Knowing Randy, he'd probably done something to screw things up. Maybe he had a fling with the boss's daughter or got caught smoking pot in the men's room.
Maybe there was another explanation all together. Maybe Randy was more upset than he let on, maybe he was really worried about the trial. A real job might have been more pressure than he could handle. Then again, maybe it was the events of last summer that had tainted him in the eyes of his previous employer.
The pizza gig wouldn't last. I gave it two weeks tops. He would get sick of it, or maybe he would do the math and realize that he wasn't even clearing minimum wage.
I looked down at my lap. I had made only a slight dent in the ice cream, but I didn't think I could eat another bite without getting sick.

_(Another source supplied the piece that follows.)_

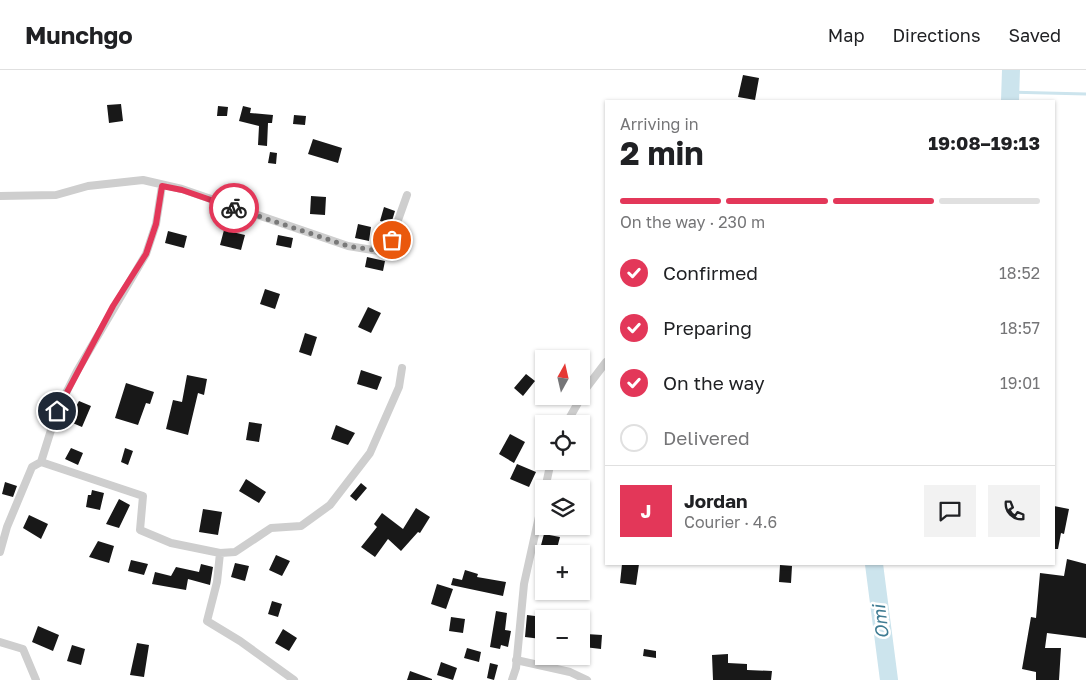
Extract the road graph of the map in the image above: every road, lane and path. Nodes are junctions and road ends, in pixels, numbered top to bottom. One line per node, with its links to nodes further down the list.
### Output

“Can you take me home now?” I asked. “I'm tired, and this ice cream is going to melt.”
“Yeah, sure,” Randy said.
He stopped at the end of my road and turned off the car. He put his hand on my thigh and started to lean over as if to kiss me. I pushed his hand away, and he was so surprised he nearly fell into the dashboard.
“I'm sorry,” I said. “I just want to go home.”
“Okay.”
“I'm not mad or anything. I'm just, tired.”